The "American Tabloid" trilogy by Elroy goes over the Kennedy Assassinations (JF and RF) and all the associated history. Well worth getting into (even if the "telegram style" in the second book ramps up to 11 and ends up having some long patches where it's almost unreadable).
"Psalms For The End Of The World" by Cole Haddon is a mad read best sold by the blurb:
"It's 1962 and physics student Grace Pulansky believes she has met the man of her dreams, Robert Jones, while serving up slices of pecan pie at the local diner. But then the FBI shows up, with their fedoras and off-the-rack business suits, and accuses him of being a bomb-planting mass-murderer.
Finding herself on the run with Jones across America's Southwest, the discoveries awaiting Gracie will undermine everything she knows about the universe. Her story will reveal how scores of lives - an identity-swapping rock star, a mourning lover in ancient China, Nazi hunters in pursuit of a terrible secret, a crazed artist in pre-revolutionary France, an astronaut struggling with a turbulent interplanetary future, and many more - are interconnected across space and time by love, grief, and quantum entanglement."
Also, "The Oracle Year" by Charles Soule is interesting:
"Knowledge is power. So when an unassuming Manhattan bassist named Will Dando awakens from a dream one morning with 108 predictions about the future in his head, he rapidly finds himself the most powerful man in the world. Protecting his anonymity by calling himself the Oracle, he sets up a heavily guarded Web site with the help of his friend Hamza to selectively announce his revelations. In no time, global corporations are offering him millions for exclusive access, eager to profit from his prophecies."
Closely related is "The Future is Yours" by Dan Frey:
If you had the chance to look one year into the future, would you?
For Ben Boyce and Adhi Chaudry, the answer is unequivocally yes. And they’re betting everything that you’ll say yes, too. Welcome to The Future: a computer that connects to the internet one year from now, so you can see who you’ll be dating, where you’ll be working, even whether or not you’ll be alive in the year to come. By forming a startup to deliver this revolutionary technology to the world, Ben and Adhi have made their wildest, most impossible dream a reality.
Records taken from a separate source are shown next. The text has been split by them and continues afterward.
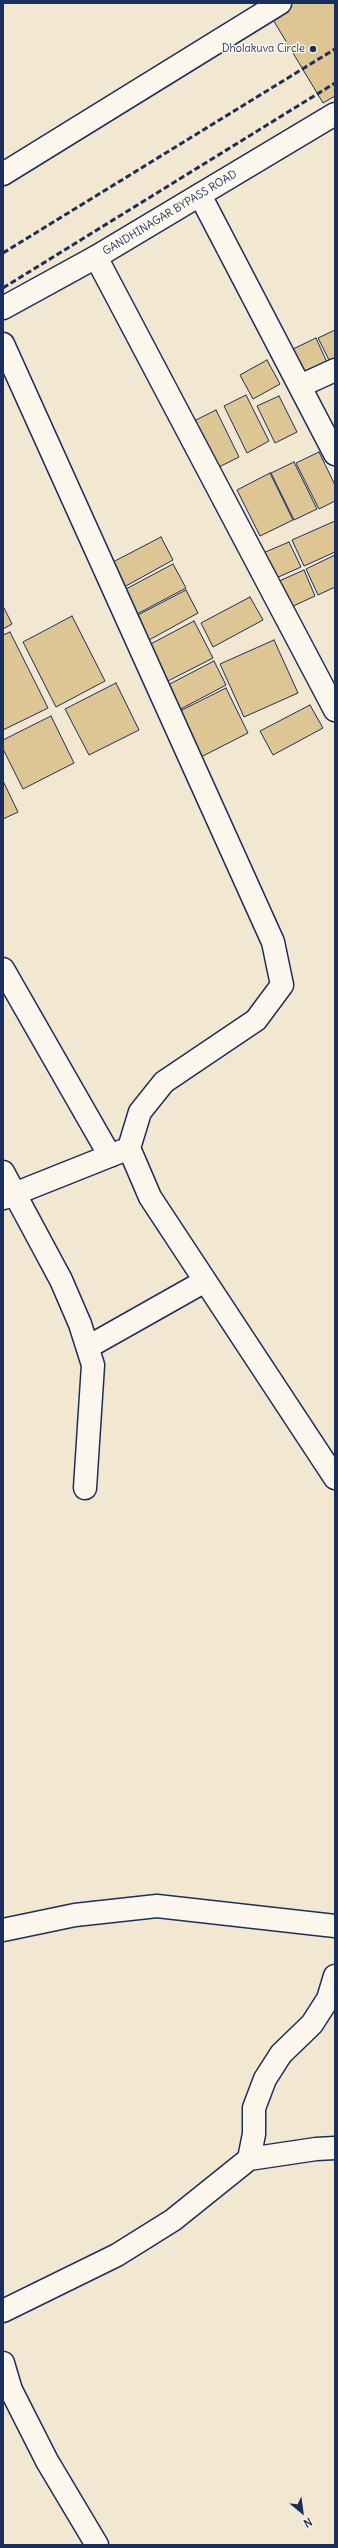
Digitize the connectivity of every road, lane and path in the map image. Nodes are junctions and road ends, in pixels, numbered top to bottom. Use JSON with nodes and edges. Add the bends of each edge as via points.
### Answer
{"nodes":[{"id":1,"x":280,"y":3,"type":"edge"},
{"id":2,"x":335,"y":114,"type":"edge"},
{"id":3,"x":3,"y":174,"type":"edge"},
{"id":4,"x":200,"y":195,"type":"junction"},
{"id":5,"x":96,"y":257,"type":"junction"},
{"id":6,"x":3,"y":308,"type":"edge"},
{"id":7,"x":3,"y":344,"type":"edge"},
{"id":8,"x":335,"y":370,"type":"edge"},
{"id":9,"x":300,"y":386,"type":"junction"},
{"id":10,"x":335,"y":454,"type":"edge"},
{"id":11,"x":335,"y":710,"type":"edge"},
{"id":12,"x":3,"y":969,"type":"edge"},
{"id":13,"x":119,"y":1152,"type":"junction"},
{"id":14,"x":3,"y":1172,"type":"edge"},
{"id":15,"x":10,"y":1196,"type":"edge"},
{"id":16,"x":205,"y":1281,"type":"junction"},
{"id":17,"x":88,"y":1347,"type":"junction"},
{"id":18,"x":335,"y":1478,"type":"edge"},
{"id":19,"x":85,"y":1488,"type":"dead end"},
{"id":20,"x":335,"y":1926,"type":"edge"},
{"id":21,"x":3,"y":1930,"type":"edge"},
{"id":22,"x":335,"y":1976,"type":"edge"},
{"id":23,"x":335,"y":2148,"type":"edge"},
{"id":24,"x":249,"y":2159,"type":"junction"},
{"id":25,"x":3,"y":2312,"type":"edge"},
{"id":26,"x":3,"y":2363,"type":"edge"},
{"id":27,"x":97,"y":2545,"type":"edge"}],
"edges":[{"from":1,"to":3,"type":"street"},
{"from":2,"to":4,"type":"street","name":"GANDHINAGAR BYPASS ROAD"},
{"from":4,"to":5,"type":"street","name":"GANDHINAGAR BYPASS ROAD"},
{"from":4,"to":9,"type":"street"},
{"from":5,"to":6,"type":"street","name":"GANDHINAGAR BYPASS ROAD"},
{"from":5,"to":11,"type":"street"},
{"from":7,"to":13,"type":"street","via":[[273,942],[282,985],[256,1020],[164,1082],[140,1112]]},
{"from":8,"to":9,"type":"street"},
{"from":9,"to":10,"type":"street"},
{"from":12,"to":13,"type":"street"},
{"from":13,"to":15,"type":"street"},
{"from":13,"to":16,"type":"street"},
{"from":14,"to":15,"type":"street"},
{"from":15,"to":17,"type":"street","via":[[61,1280]]},
{"from":16,"to":17,"type":"street"},
{"from":16,"to":18,"type":"street"},
{"from":17,"to":19,"type":"street","via":[[94,1365]]},
{"from":20,"to":21,"type":"street","via":[[157,1906],[74,1915]]},
{"from":22,"to":24,"type":"street","via":[[328,1999],[312,2024],[281,2054],[265,2079],[254,2108],[254,2134]]},
{"from":23,"to":24,"type":"street"},
{"from":24,"to":25,"type":"street","via":[[173,2220],[117,2255]]},
{"from":26,"to":27,"type":"street","via":[[11,2390],[47,2461]]}]}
Once Silicon Valley outsiders, they’re now its hottest commodity.
The device can predict everything perfectly—from stock market spikes and sports scores to political scandals and corporate takeovers—allowing them to chase down success and fame while staying one step ahead of the competition. But the future their device foretells is not the bright one they imagined.
"Adjustment Day" by Chuck Palahniuk is another interesting read that is in that sort of area:
People pass the word only to those they trust most: Adjustment Day is coming. They’ve been reading a mysterious blue-black book and memorising its directives. They are ready for the reckoning.
In this ingeniously comic work, Chuck Palahniuk’s first novel in four years, he does what he does best: skewer the absurdities in our society. Smug, geriatric politicians hatch a nasty fate for the burgeoning population of young males; working-class men dream of burying the elites; and professors propound theories that offer students only the bleakest future. When it arrives, Adjustment Day inaugurates a new, disunited states.